SUPPLIED INFORMATION:
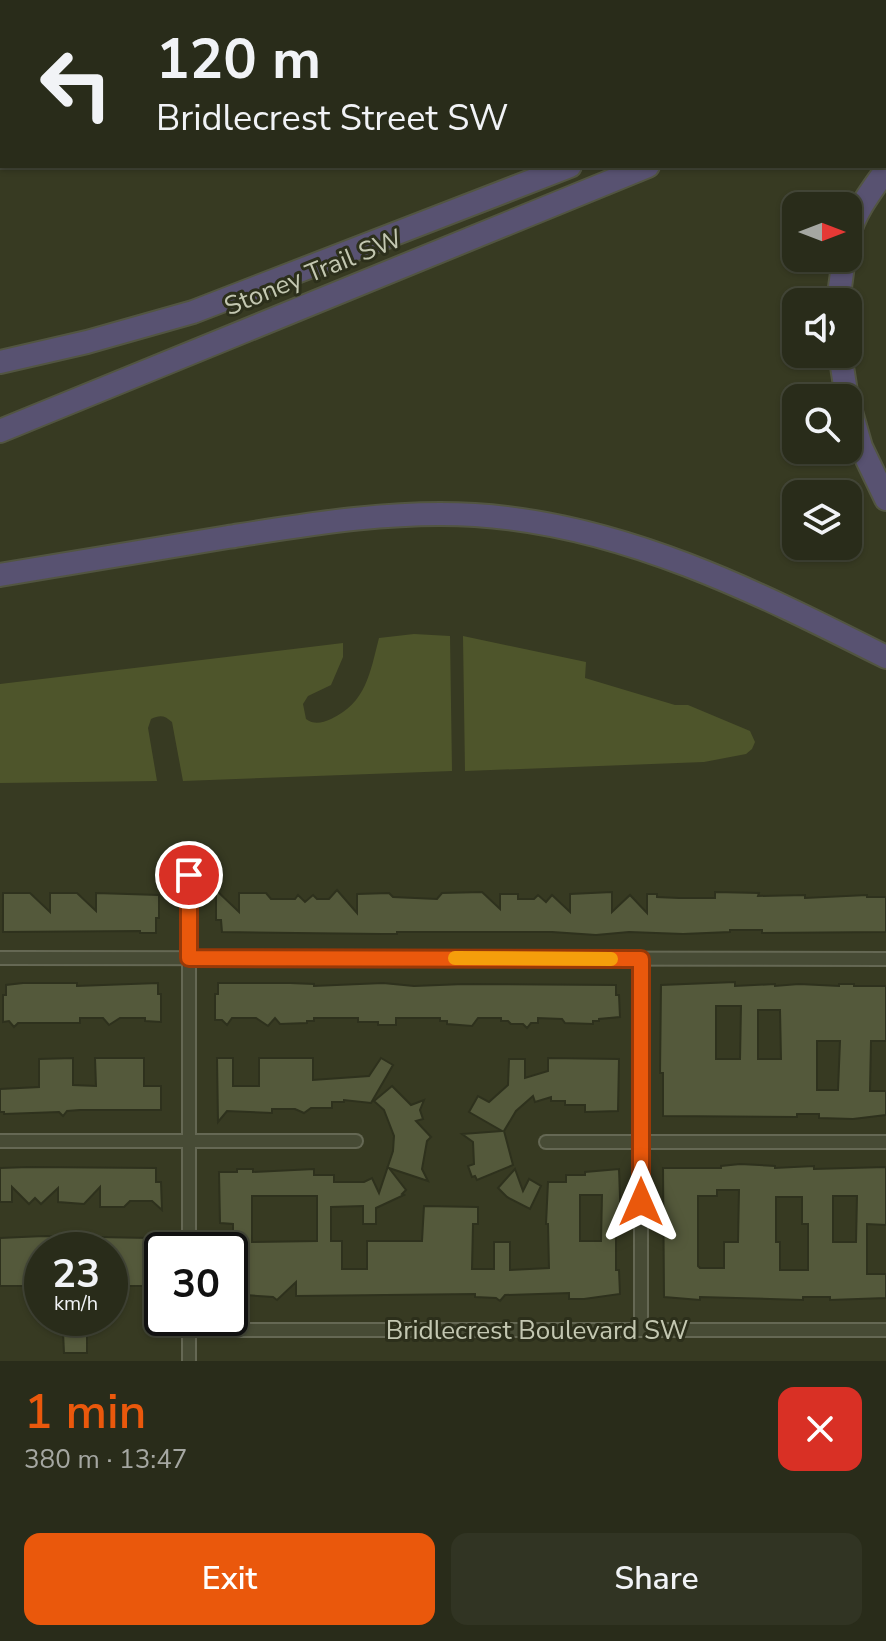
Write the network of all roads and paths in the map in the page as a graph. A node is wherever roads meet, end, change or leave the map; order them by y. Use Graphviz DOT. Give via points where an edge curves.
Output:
* * *
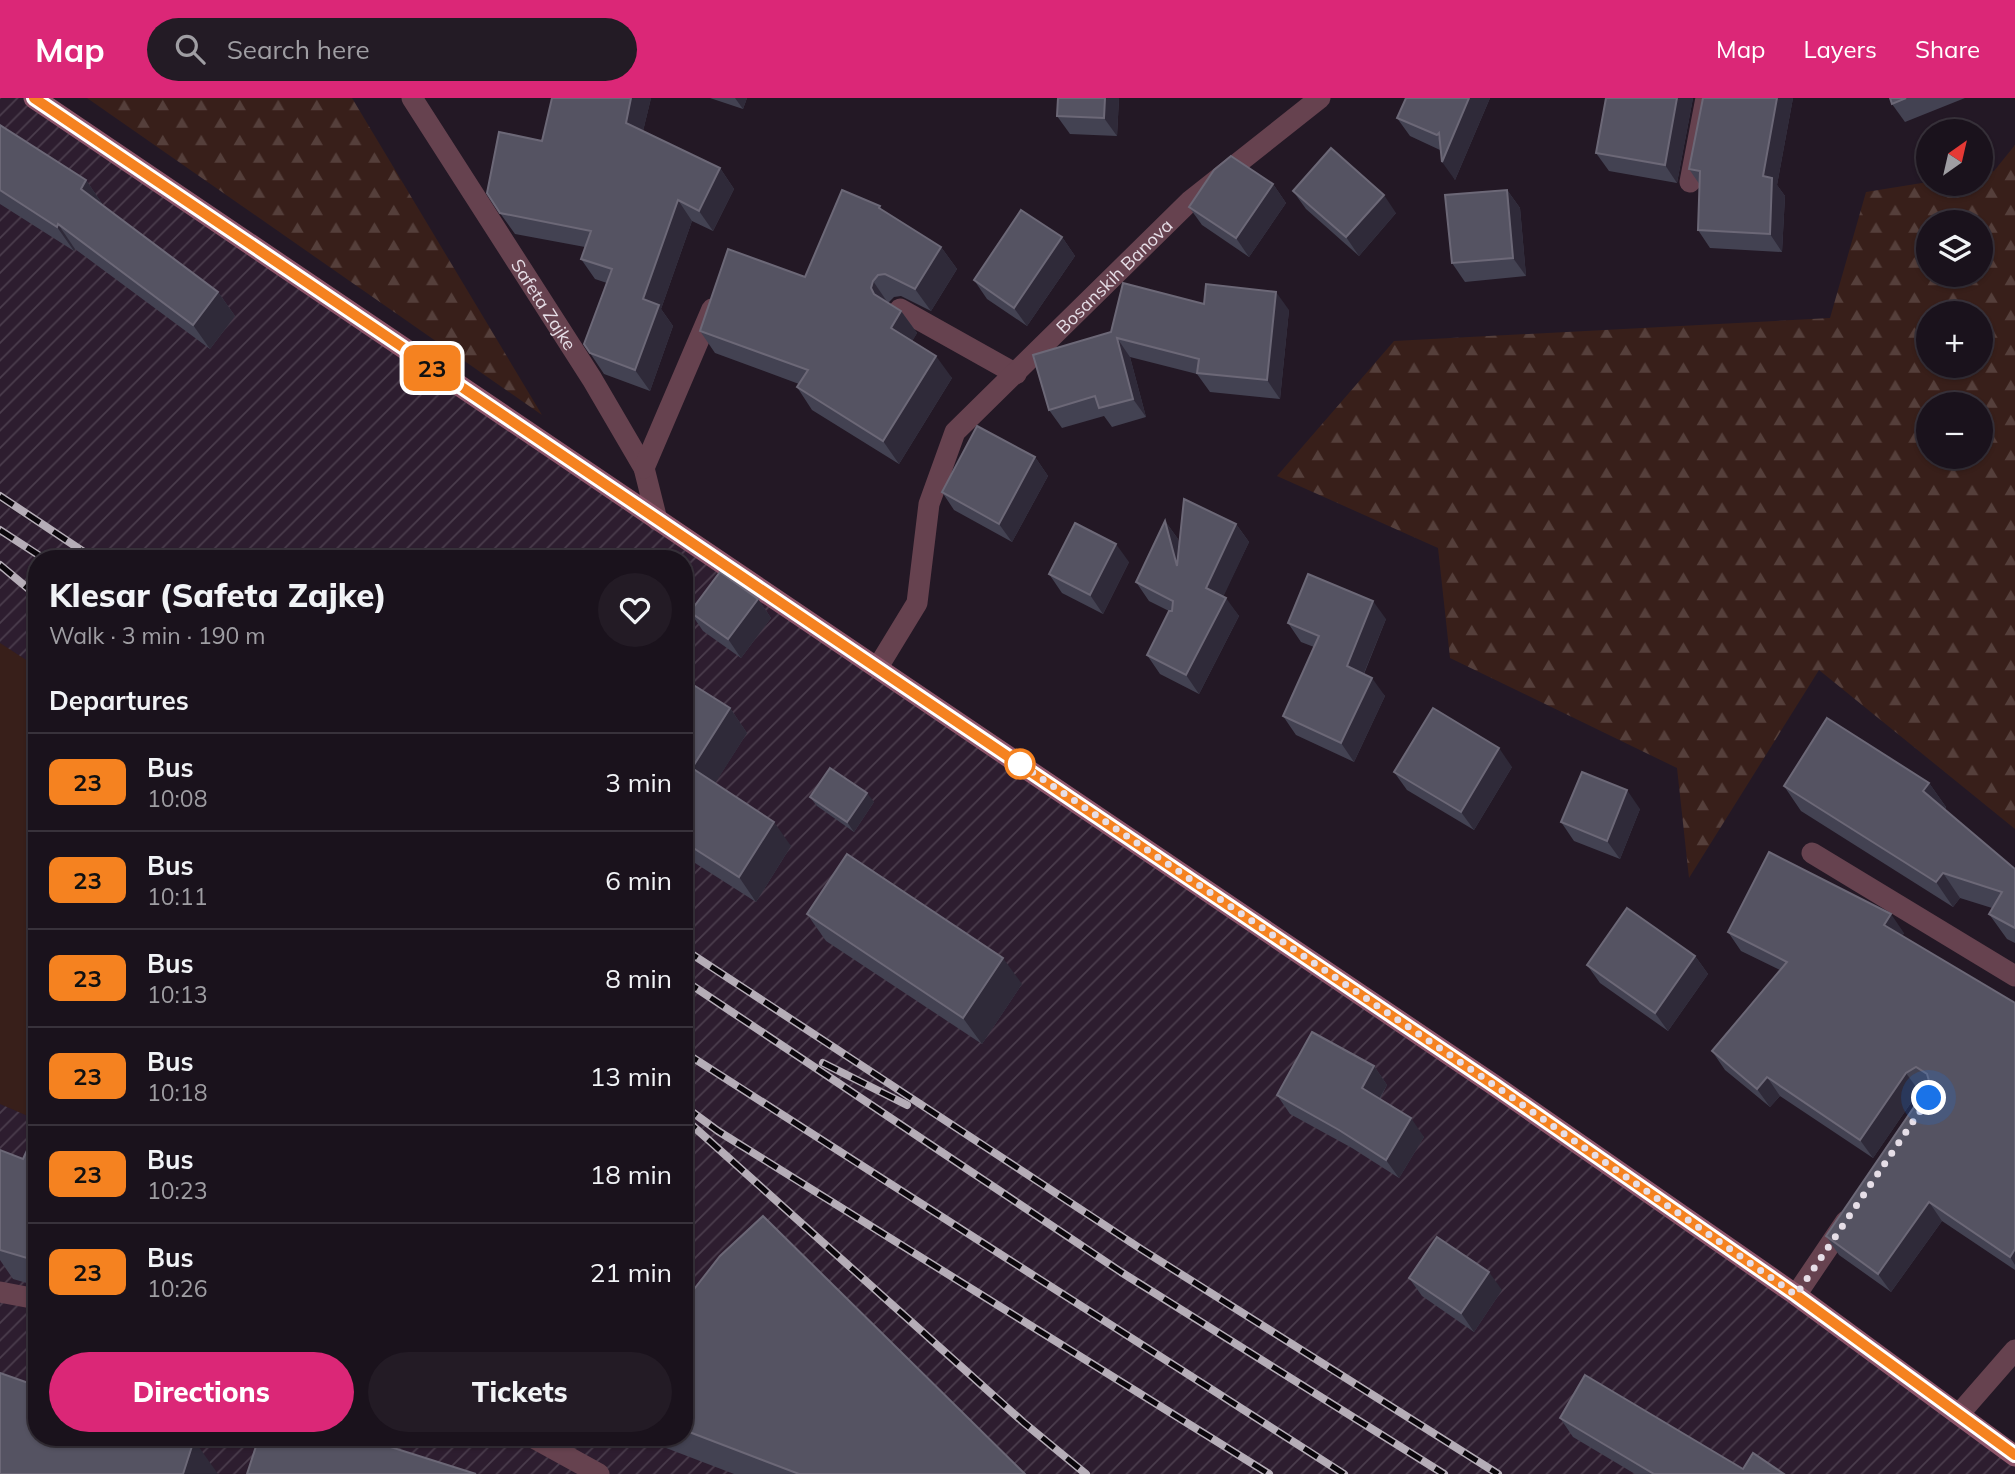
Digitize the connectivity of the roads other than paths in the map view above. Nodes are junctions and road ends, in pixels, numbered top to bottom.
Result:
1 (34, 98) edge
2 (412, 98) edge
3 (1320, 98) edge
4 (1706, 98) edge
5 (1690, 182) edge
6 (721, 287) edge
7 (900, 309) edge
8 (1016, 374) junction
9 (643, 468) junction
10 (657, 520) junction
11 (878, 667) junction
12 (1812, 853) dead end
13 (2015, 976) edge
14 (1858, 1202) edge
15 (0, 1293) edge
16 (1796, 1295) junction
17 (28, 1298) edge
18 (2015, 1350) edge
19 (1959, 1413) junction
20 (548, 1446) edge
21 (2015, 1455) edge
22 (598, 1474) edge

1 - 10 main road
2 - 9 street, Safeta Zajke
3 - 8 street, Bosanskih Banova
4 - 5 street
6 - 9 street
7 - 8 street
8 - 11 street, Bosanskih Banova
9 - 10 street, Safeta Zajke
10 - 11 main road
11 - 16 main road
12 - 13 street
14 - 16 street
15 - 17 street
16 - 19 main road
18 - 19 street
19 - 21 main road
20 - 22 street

WHAT THE TASK ASKS: What lines of the listing contain the word "roads"? Copy them all.

ANSWER TO THE EXERCISE:
Write the network of all roads and paths in the map in the page as a graph. A node is wherever roads meet, end, change or leave the map; order them by y. Use Graphviz DOT. Give via points where an edge curves.
Digitize the connectivity of the roads other than paths in the map view above. Nodes are junctions and road ends, in pixels, numbered top to bottom.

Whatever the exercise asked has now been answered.